Monday, May 24, 2010

Your TV's URL address....

The Digital World Goes Out and About

Marketers need to figure out how brands can participate in conversations beyond the computer


Integration used to mean your microsite looked like your TV and print ads, and your TV spots were tagged with a URL.

The notion was solid at the time: TV really was the best starting point for most campaigns, and a Web site was the best place to send your potential customer for the next, or last, part of the marketing experience. The process was nice and clean and linear. The Web site was just an extension of the commercial. It was 60 seconds of extra consumer attention you couldn't afford to buy.

Integration is starting to mean something very different. It's not just about making sure there is a cohesive story across media, but about how one medium interacts with another. Does it make sense to serve up the same Web experience on a laptop and an iPhone? (Google doesn't think so.) Increasingly, we're looking at how to use digital experiences to create (and augment) physical experiences and interaction.

Last year, everyone focused on the augment part of that, and it meant one combination in particular: QR codes and Webcams. This year, we seem to be augmenting larger swaths of the world, a smearing of digital bits across everything. Some of the ideas use the sensors we have in our pockets (GPS, camera phone, etc.) to interact with the world around us. Things like Foursquare, Yelp, Google Goggles and Stickybits let you comment on the real world, which is the first wave of apps making things very different. In all these cases, the medium with which the mobile is interacting is a physical one: locations for Yelp and Foursquare, and "stuff" for Goggles and Stickybits.

What all these services are getting at is allowing the world around us to speak back. For Foursquare, that currently comes in the form of tips and deals. For Stickybits, it's content attached to a product (via the bar code). It brings a whole new meaning to the phrase, "If these walls could talk."

And that's just it. Increasingly, these walls and cartons and soda cans will need to talk. But what will they say? And what else should be talking?

It's clear that mobile is going to be one side of the conversation. But the other end is limited only by the imagination. What if your commercial talked to your iPhone app? What about the store? (It could tell your mobile device where you are and what's available nearby.)

Even more powerful is when there's a computer on the other end for your mobile device to talk to that makes something new possible. Which is cool, because we've spent years programming computers all over the place, mostly Web sites, but also computers for events, malls and even places like Times Square. When there is a computer on both sides of a conversation, things get interesting and rich and fun because you're not just playing back the same thing over and over. It's interactive.

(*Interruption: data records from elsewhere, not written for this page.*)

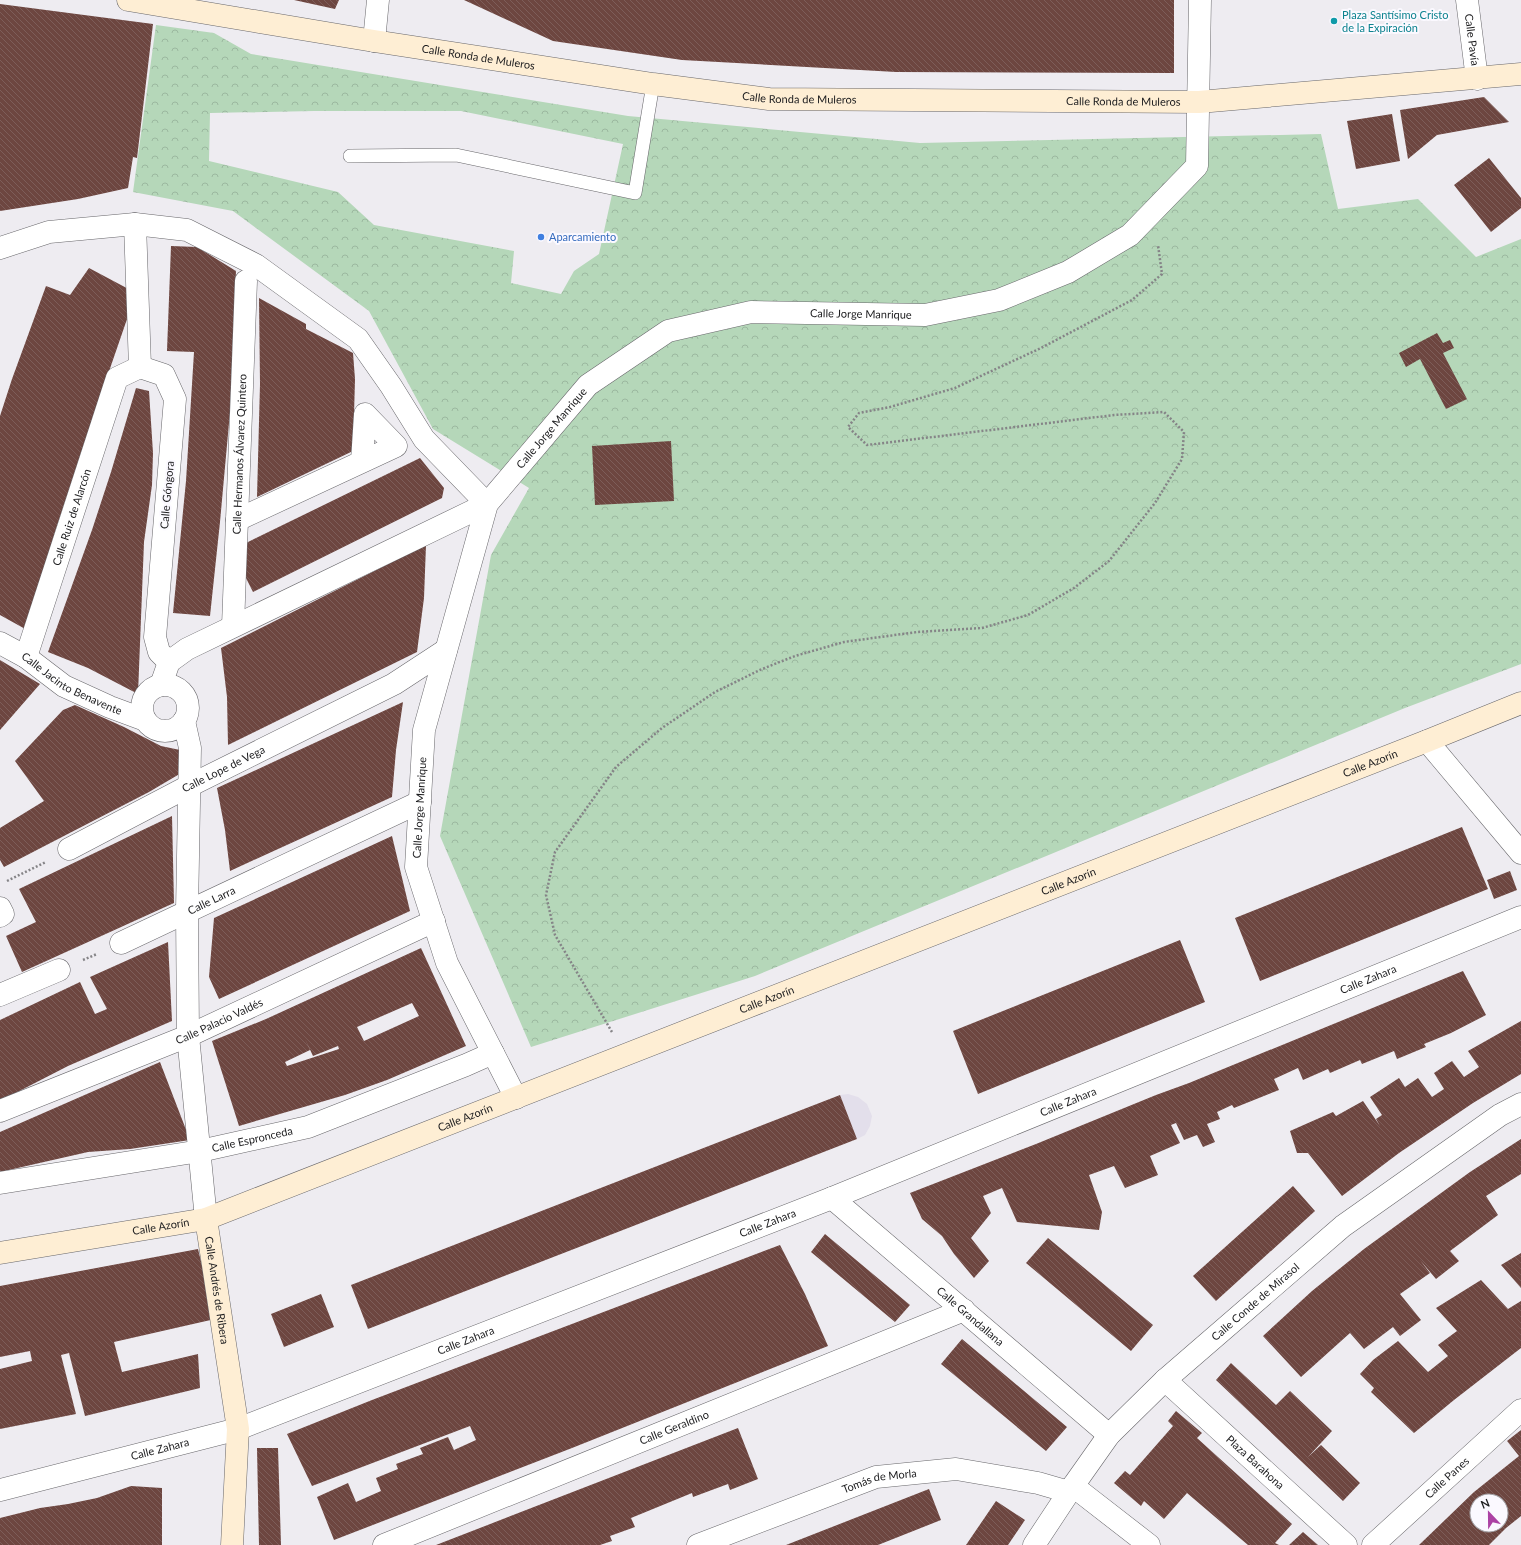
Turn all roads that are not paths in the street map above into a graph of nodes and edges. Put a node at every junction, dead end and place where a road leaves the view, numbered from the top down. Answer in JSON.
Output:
{"nodes":[{"id":1,"x":128,"y":0,"type":"edge"},
{"id":2,"x":378,"y":0,"type":"edge"},
{"id":3,"x":1200,"y":0,"type":"edge"},
{"id":4,"x":1466,"y":0,"type":"edge"},
{"id":5,"x":157,"y":2,"type":"edge"},
{"id":6,"x":374,"y":41,"type":"junction"},
{"id":7,"x":1521,"y":74,"type":"edge"},
{"id":8,"x":1478,"y":79,"type":"junction"},
{"id":9,"x":653,"y":84,"type":"junction"},
{"id":10,"x":1199,"y":102,"type":"junction"},
{"id":11,"x":350,"y":156,"type":"dead end"},
{"id":12,"x":135,"y":224,"type":"junction"},
{"id":13,"x":0,"y":248,"type":"edge"},
{"id":14,"x":246,"y":281,"type":"dead end"},
{"id":15,"x":140,"y":367,"type":"junction"},
{"id":16,"x":362,"y":461,"type":"dead end"},
{"id":17,"x":487,"y":504,"type":"junction"},
{"id":18,"x":237,"y":520,"type":"junction"},
{"id":19,"x":233,"y":626,"type":"junction"},
{"id":20,"x":0,"y":643,"type":"edge"},
{"id":21,"x":446,"y":650,"type":"junction"},
{"id":22,"x":26,"y":657,"type":"junction"},
{"id":23,"x":170,"y":662,"type":"junction"},
{"id":24,"x":161,"y":685,"type":"junction"},
{"id":25,"x":1521,"y":703,"type":"edge"},
{"id":26,"x":145,"y":720,"type":"junction"},
{"id":27,"x":184,"y":721,"type":"junction"},
{"id":28,"x":1427,"y":741,"type":"junction"},
{"id":29,"x":189,"y":786,"type":"junction"},
{"id":30,"x":420,"y":802,"type":"junction"},
{"id":31,"x":69,"y":849,"type":"road end"},
{"id":32,"x":1521,"y":853,"type":"edge"},
{"id":33,"x":0,"y":908,"type":"edge"},
{"id":34,"x":187,"y":911,"type":"junction"},
{"id":35,"x":0,"y":916,"type":"edge"},
{"id":36,"x":1521,"y":917,"type":"edge"},
{"id":37,"x":434,"y":921,"type":"junction"},
{"id":38,"x":121,"y":943,"type":"road end"},
{"id":39,"x":59,"y":970,"type":"road end"},
{"id":40,"x":0,"y":994,"type":"edge"},
{"id":41,"x":188,"y":1036,"type":"junction"},
{"id":42,"x":493,"y":1053,"type":"junction"},
{"id":43,"x":516,"y":1098,"type":"junction"},
{"id":44,"x":1521,"y":1104,"type":"edge"},
{"id":45,"x":0,"y":1111,"type":"edge"},
{"id":46,"x":200,"y":1151,"type":"junction"},
{"id":47,"x":0,"y":1183,"type":"edge"},
{"id":48,"x":832,"y":1198,"type":"junction"},
{"id":49,"x":206,"y":1219,"type":"junction"},
{"id":50,"x":0,"y":1253,"type":"edge"},
{"id":51,"x":964,"y":1310,"type":"junction"},
{"id":52,"x":1165,"y":1380,"type":"junction"},
{"id":53,"x":1521,"y":1410,"type":"edge"},
{"id":54,"x":238,"y":1428,"type":"junction"},
{"id":55,"x":1110,"y":1435,"type":"junction"},
{"id":56,"x":1071,"y":1489,"type":"junction"},
{"id":57,"x":0,"y":1490,"type":"edge"},
{"id":58,"x":232,"y":1545,"type":"edge"},
{"id":59,"x":384,"y":1545,"type":"edge"},
{"id":60,"x":698,"y":1545,"type":"edge"},
{"id":61,"x":1034,"y":1545,"type":"edge"},
{"id":62,"x":1149,"y":1545,"type":"edge"},
{"id":63,"x":1346,"y":1545,"type":"edge"},
{"id":64,"x":1373,"y":1545,"type":"edge"}],
"edges":[{"from":1,"to":5,"type":"street","name":"Calle Ronda de Muleros"},
{"from":2,"to":6,"type":"street"},
{"from":3,"to":10,"type":"street","name":"Calle Jorge Manrique"},
{"from":4,"to":8,"type":"street","name":"Calle Pavía"},
{"from":5,"to":6,"type":"street","name":"Calle Ronda de Muleros"},
{"from":6,"to":9,"type":"street","name":"Calle Ronda de Muleros"},
{"from":7,"to":8,"type":"street","name":"Calle Ronda de Muleros"},
{"from":8,"to":10,"type":"street","name":"Calle Ronda de Muleros"},
{"from":9,"to":10,"type":"street","name":"Calle Ronda de Muleros"},
{"from":9,"to":11,"type":"lane"},
{"from":10,"to":17,"type":"street","name":"Calle Jorge Manrique"},
{"from":12,"to":13,"type":"street"},
{"from":12,"to":15,"type":"street"},
{"from":12,"to":17,"type":"street"},
{"from":14,"to":18,"type":"street","name":"Calle Hermanos Álvarez Quintero"},
{"from":15,"to":22,"type":"street","name":"Calle Ruiz de Alarcón"},
{"from":15,"to":23,"type":"street","name":"Calle Góngora"},
{"from":16,"to":18,"type":"street"},
{"from":17,"to":19,"type":"street","name":"Calle Jorge Manrique"},
{"from":17,"to":21,"type":"street","name":"Calle Jorge Manrique"},
{"from":18,"to":19,"type":"street","name":"Calle Hermanos Álvarez Quintero"},
{"from":19,"to":23,"type":"street","name":"Calle Jorge Manrique"},
{"from":20,"to":22,"type":"street","name":"Calle Jacinto Benavente"},
{"from":21,"to":29,"type":"street","name":"Calle Lope de Vega"},
{"from":21,"to":30,"type":"street","name":"Calle Jorge Manrique"},
{"from":22,"to":26,"type":"street","name":"Calle Jacinto Benavente"},
{"from":23,"to":24,"type":"street"},
{"from":24,"to":26,"type":"street"},
{"from":24,"to":27,"type":"street"},
{"from":25,"to":28,"type":"street","name":"Calle Azorín"},
{"from":26,"to":27,"type":"street"},
{"from":27,"to":29,"type":"street","name":"Calle Andrés de Ribera"},
{"from":28,"to":32,"type":"street"},
{"from":28,"to":43,"type":"street","name":"Calle Azorín"},
{"from":29,"to":31,"type":"street","name":"Calle Lope de Vega"},
{"from":29,"to":34,"type":"street","name":"Calle Andrés de Ribera"},
{"from":30,"to":34,"type":"street","name":"Calle Larra"},
{"from":30,"to":37,"type":"street","name":"Calle Jorge Manrique"},
{"from":33,"to":35,"type":"street"},
{"from":34,"to":38,"type":"street","name":"Calle Larra"},
{"from":34,"to":41,"type":"street","name":"Calle Andrés de Ribera"},
{"from":36,"to":48,"type":"street","name":"Calle Zahara"},
{"from":37,"to":41,"type":"street","name":"Calle Palacio Valdés"},
{"from":37,"to":42,"type":"street","name":"Calle Jorge Manrique"},
{"from":39,"to":40,"type":"street"},
{"from":41,"to":45,"type":"street","name":"Calle Palacio Valdés"},
{"from":41,"to":46,"type":"street","name":"Calle Andrés de Ribera"},
{"from":42,"to":43,"type":"street","name":"Calle Jorge Manrique"},
{"from":42,"to":46,"type":"street","name":"Calle Espronceda"},
{"from":43,"to":49,"type":"street","name":"Calle Azorín"},
{"from":44,"to":52,"type":"street","name":"Calle Conde de Mirasol"},
{"from":46,"to":47,"type":"street","name":"Calle Espronceda"},
{"from":46,"to":49,"type":"street","name":"Calle Andrés de Ribera"},
{"from":48,"to":51,"type":"street","name":"Calle Grandallana"},
{"from":48,"to":54,"type":"street","name":"Calle Zahara"},
{"from":49,"to":50,"type":"street","name":"Calle Azorín"},
{"from":49,"to":54,"type":"street","name":"Calle Andrés de Ribera"},
{"from":51,"to":55,"type":"street","name":"Calle Grandallana"},
{"from":51,"to":59,"type":"street","name":"Calle Geraldino"},
{"from":52,"to":55,"type":"street","name":"Calle Conde de Mirasol"},
{"from":52,"to":63,"type":"street","name":"Plaza Barahona"},
{"from":53,"to":64,"type":"street","name":"Calle Panes"},
{"from":54,"to":57,"type":"street","name":"Calle Zahara"},
{"from":54,"to":58,"type":"street","name":"Calle Andrés de Ribera"},
{"from":55,"to":56,"type":"street","name":"Calle Conde de Mirasol"},
{"from":56,"to":60,"type":"street","name":"Tomás de Morla"},
{"from":56,"to":61,"type":"street","name":"Calle Conde de Mirasol"},
{"from":56,"to":62,"type":"street"}]}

If that's where our medium is going, how do brands participate? To start with, it seems like we should be thinking about each and every touch point and how our experiences can bend and adapt. It also means that a piece of functional technology could be more effective than a tagline at tying together your marketing experiences. It might mean you've got to act like you're in the software business even if you make soda, because interacting with your customers, more often than not, will need a computer interface.

More than anything, though, it means brands have to get more interactive. This could mean getting more social -- not just having a Facebook page but looking at the tools available to make sure every touch point with your audience is actually interactive. Stop thinking of interactivity as a siloed category where you only converse with your customers online. Think more along the lines of how you can create interactive experiences around retail and on air and in print and on package and on premise and whatever else you can think of.

We've got to figure out how to take the best of the Web and bring it to wherever our audience is, so it feels like we are right there, like magic, when they want or need something from us. Which is what it's supposed to feel like in the future, right?